1 ... gas stove, 2 ... top plate, 2a ... opening for burner,
3 ... Gotoku, 4 ... Burner ring, 10 ... Stove burner,
11: spark plug, 12: burner body, 12a: outer peripheral wall,
12b: inner peripheral wall, 12c: mixing chamber, 12d: mounting surface,
12e: recess, 14: burner head, 14a: main flame groove,
14b: flame holding groove, 14r: cylindrical wall, 14s: outer peripheral side surface,
14t: support cylinder, 15: flame outlet, 15a: main flame outlet,
15b: flame holding port, 16: burner cover, 18: temperature sensor,
19: support pole, 20: eaves, 20t: ignition target,
21: Projecting wall, 21c: Notch, 22: Convex,
24: ignition flame, 24a: central ignition flame, 24b: left ignition flame,
24c: Right ignition flame outlet.

Claims (4)

A burner head for allowing a mixed gas of fuel gas and primary air to flow out from a plurality of flame ports provided on the outer peripheral side surface; a burner body on which the burner head is mounted ; and a spark directed toward an ignition target of the burner head. And a spark plug for igniting the mixed gas by performing discharge.

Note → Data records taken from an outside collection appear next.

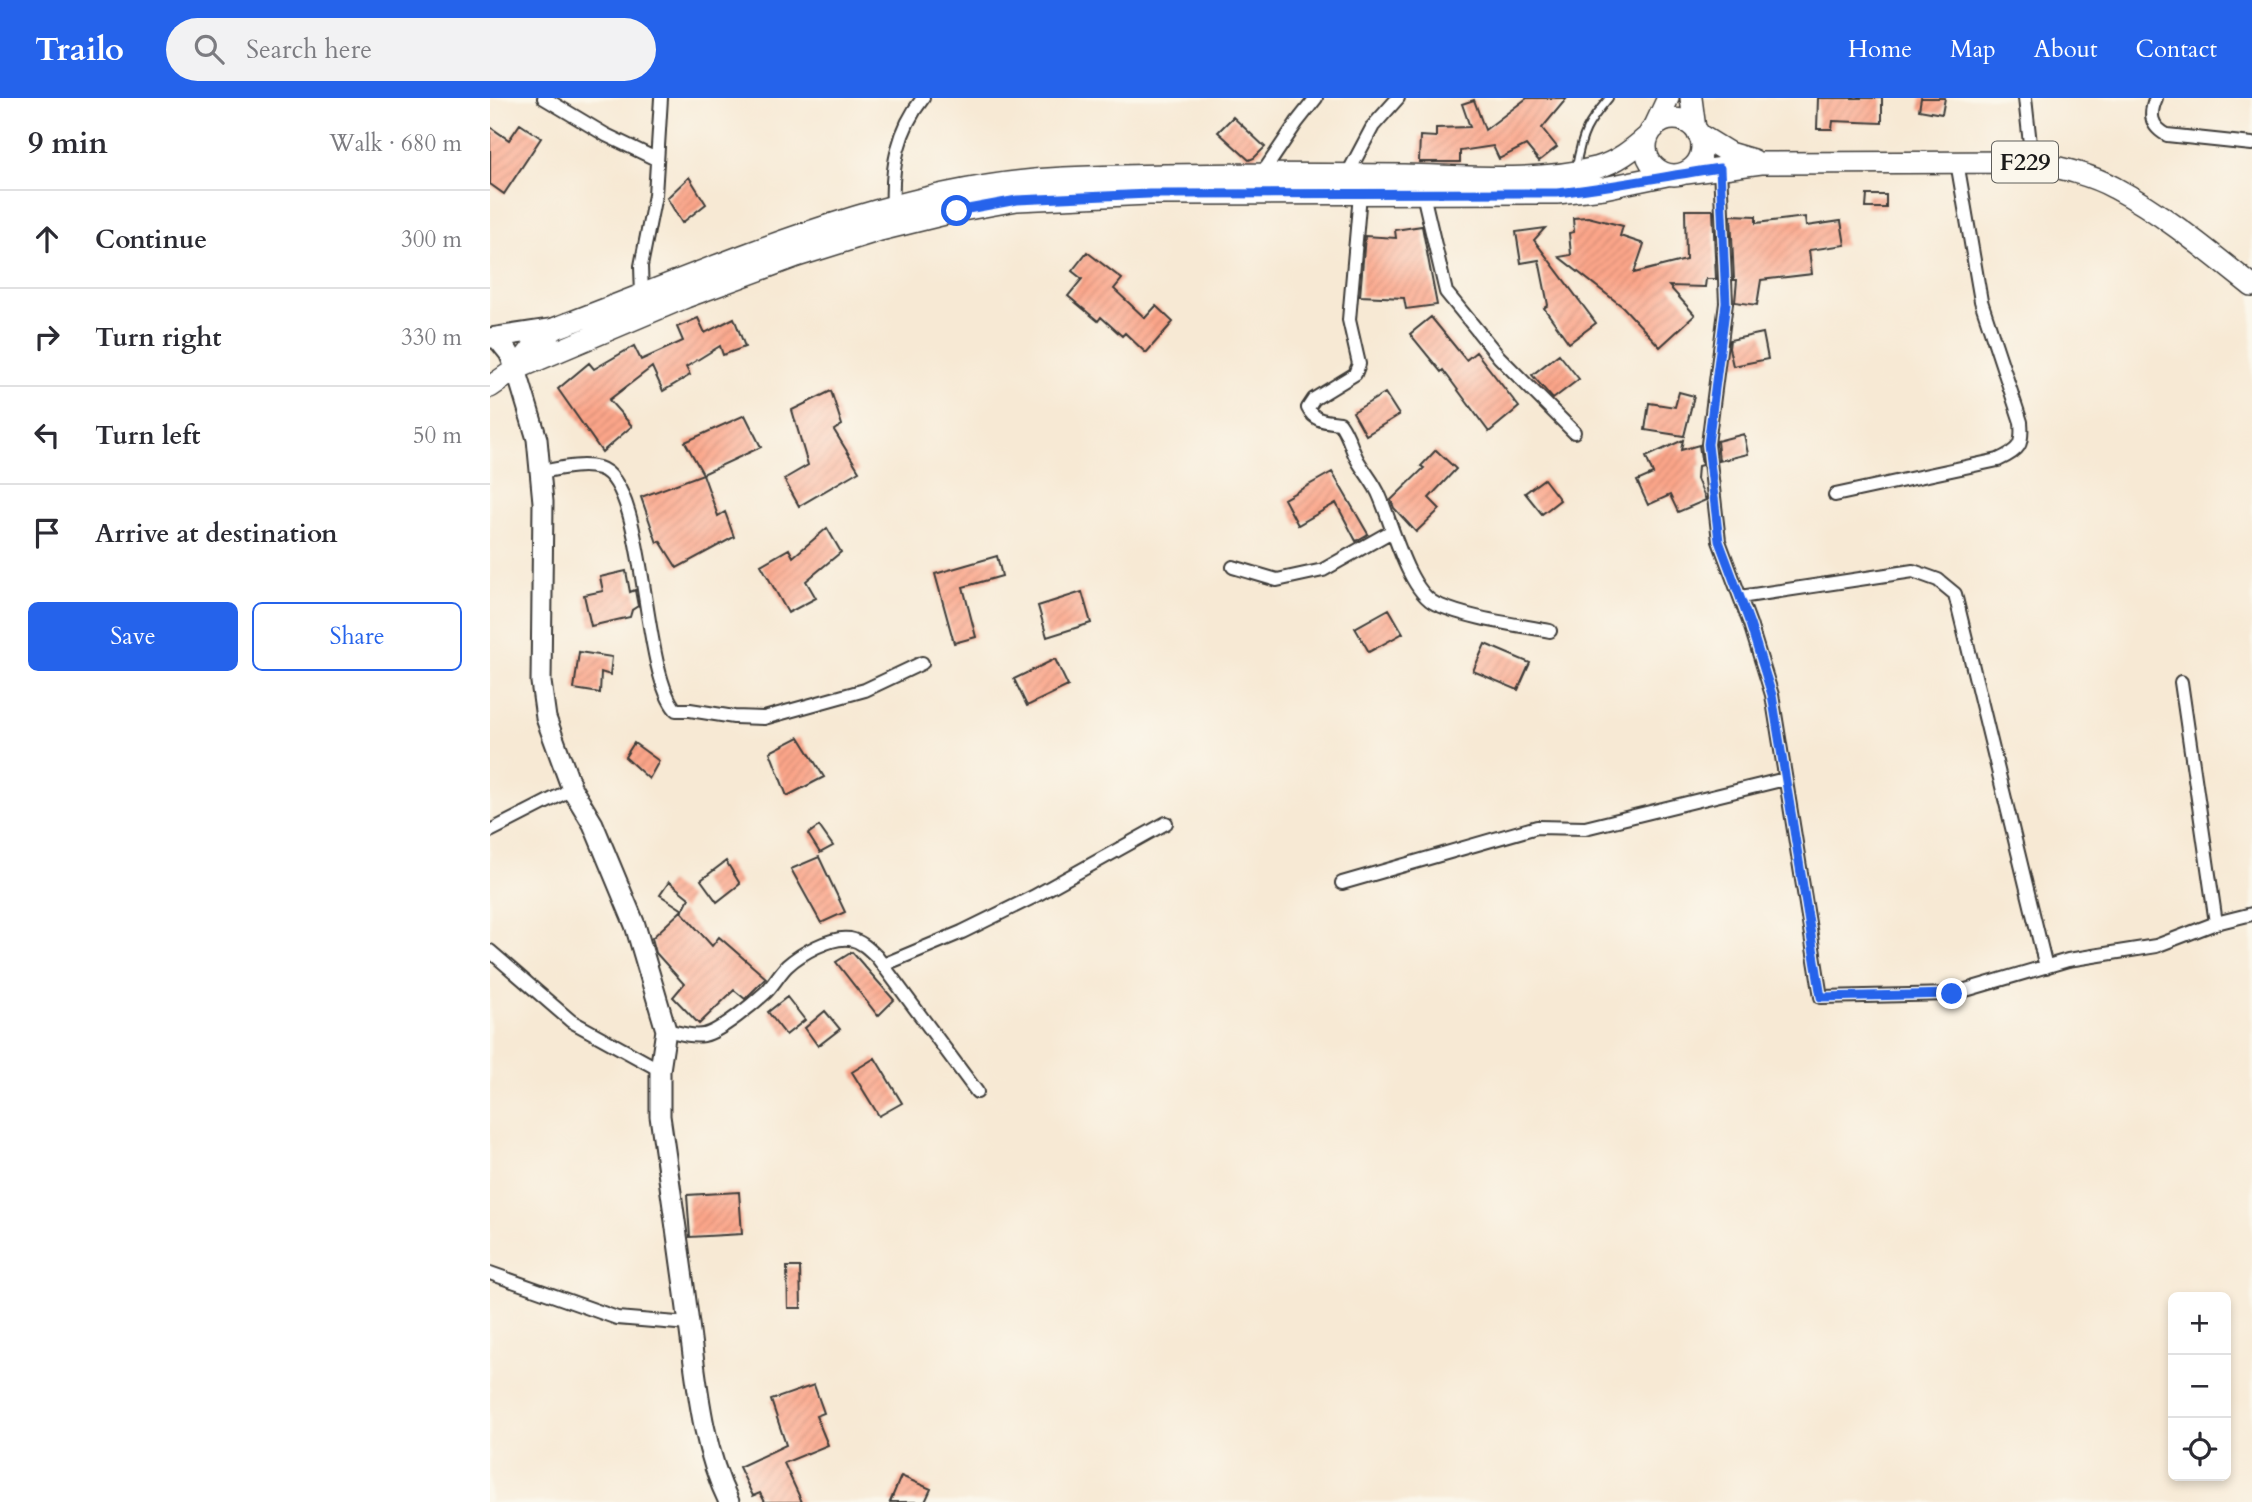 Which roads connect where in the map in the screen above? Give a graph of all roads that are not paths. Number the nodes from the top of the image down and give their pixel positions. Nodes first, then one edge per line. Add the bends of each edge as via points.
1 (544, 98) edge
2 (661, 98) edge
3 (923, 98) edge
4 (1316, 98) edge
5 (1398, 98) edge
6 (1609, 98) edge
7 (1668, 98) edge
8 (1691, 98) edge
9 (2025, 98) edge
10 (2156, 98) edge
11 (1651, 132) junction
12 (1697, 132) junction
13 (2252, 144) edge
14 (656, 159) junction
15 (1957, 162) junction
16 (2032, 162) junction
17 (1761, 163) junction
18 (1720, 168) junction
19 (1575, 172) junction
20 (1262, 174) junction
21 (1676, 174) junction
22 (1347, 175) junction
23 (1360, 194) junction
24 (1423, 194) junction
25 (893, 206) junction
26 (2252, 286) edge
27 (642, 296) junction
28 (556, 328) junction
29 (494, 338) edge
30 (516, 369) junction
31 (490, 387) edge
32 (1573, 432) dead end
33 (540, 472) junction
34 (1835, 495) dead end
35 (1392, 531) junction
36 (1233, 567) dead end
37 (1740, 597) junction
38 (1550, 631) dead end
39 (922, 663) dead end
40 (2181, 682) dead end
41 (1785, 779) junction
42 (572, 789) junction
43 (1166, 823) dead end
44 (490, 831) edge
45 (1342, 883) dead end
46 (2252, 914) edge
47 (2216, 923) junction
48 (490, 951) edge
49 (883, 965) junction
50 (2046, 967) junction
51 (666, 1030) junction
52 (660, 1070) junction
53 (977, 1092) dead end
54 (490, 1273) edge
55 (689, 1324) junction
56 (729, 1502) edge

1 - 14 street
2 - 14 street
3 - 25 street via 901,135 892,177
4 - 20 street
5 - 22 street via 1373,126
6 - 19 lane via 1581,138
7 - 11 main road
8 - 12 main road
9 - 16 street
10 - 13 street via 2152,121 2167,135
11 - 12 main road via 1675,119
11 - 19 main road via 1616,161
11 - 21 main road via 1647,155 1658,171
12 - 17 main road, F229 via 1729,153
12 - 21 main road via 1699,160
14 - 27 street via 655,195 641,266
15 - 16 main road, F229
15 - 17 main road, F229
15 - 34 street via 1981,302 2021,422 2022,440 2014,453 1998,460
16 - 26 main road, F229 via 2114,187 2175,226
17 - 18 main road, F229
18 - 21 main road, F229
18 - 37 street via 1726,303 1708,444 1719,541
19 - 22 main road via 1548,176
20 - 22 main road
20 - 25 main road via 1061,178 941,192
21 - 24 main road via 1557,193
23 - 24 main road
23 - 30 main road via 1077,197 1017,200 957,211 797,256
23 - 35 street via 1349,320 1359,364 1355,374 1314,399 1308,408 1320,421 1340,423 1349,435 1356,458 1380,495
24 - 32 street via 1446,292 1499,357
25 - 27 main road via 810,232
27 - 28 main road
28 - 29 street
28 - 30 main road via 538,341
29 - 30 street via 509,353
30 - 31 main road
30 - 33 street via 537,439
33 - 39 street via 600,468 620,487 633,529 656,656 669,703 676,710 764,719 865,690
33 - 42 street via 544,538 541,682 546,718
35 - 36 street via 1323,570 1277,580
35 - 38 street via 1421,591 1434,603
37 - 41 street via 1772,695
37 - 50 street via 1913,571 1938,580 1955,594
40 - 47 street
41 - 45 street via 1593,826 1537,827
41 - 50 street via 1821,997 1952,994
42 - 44 street
42 - 51 street via 593,824 635,925
43 - 49 street via 1033,897
46 - 47 street
47 - 50 street via 2156,946
48 - 52 street via 572,1021
49 - 51 street via 862,943 848,938 824,943 784,968 767,991 722,1026 689,1036
49 - 53 street
51 - 52 street
52 - 55 street via 660,1116
54 - 55 street via 618,1318
55 - 56 street via 704,1425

On the side of the outer peripheral side of the burner head facing the ignition plug, a plurality of ignition flame outlets for allowing the mixed gas to flow toward the ignition plug, and from the upper side of the ignition flame toward the ignition plug. And an eave portion protruding to a position outside the outer peripheral wall of the burner body,
On the lower surface side of the eaves portion, the ignition target protruding downward is formed at a position outside the outer peripheral wall of the burner body,
The plurality of ignition flame ports are formed side by side in the circumferential direction of the outer peripheral side surface,
A protruding wall protruding from the outer peripheral side surface of the burner head toward the ignition plug is formed between the adjacent ignition flame ports ,
The stove burner is characterized in that a length of the projecting wall protruding reaches a position outside the outer peripheral wall of the burner body but does not reach the ignition target . The stove burner according to claim 1,
The plurality of ignition ports are a central ignition port formed in the center, a left ignition port formed on the left of the central ignition port toward the direction of the ignition plug, and a direction of the ignition plug. And a right ignition flame formed right next to the central ignition flame toward
The stove wall is formed between the center ignition flame and the left ignition flame and between the center ignition flame and the right ignition flame. In the stove burner according to claim 1 or 2,
A stove burner, wherein a cutout portion formed by cutting out the protruding wall is formed at a lower end of the protruding wall. In the stove burner according to any one of claims 1 to 3,
A side of the outer peripheral side of the burner head facing the spark plug is formed in a protruding shape protruding toward the spark plug,
The stove burner, wherein the plurality of ignition flame ports are formed in a portion of the outer peripheral side surface formed in the protruding shape.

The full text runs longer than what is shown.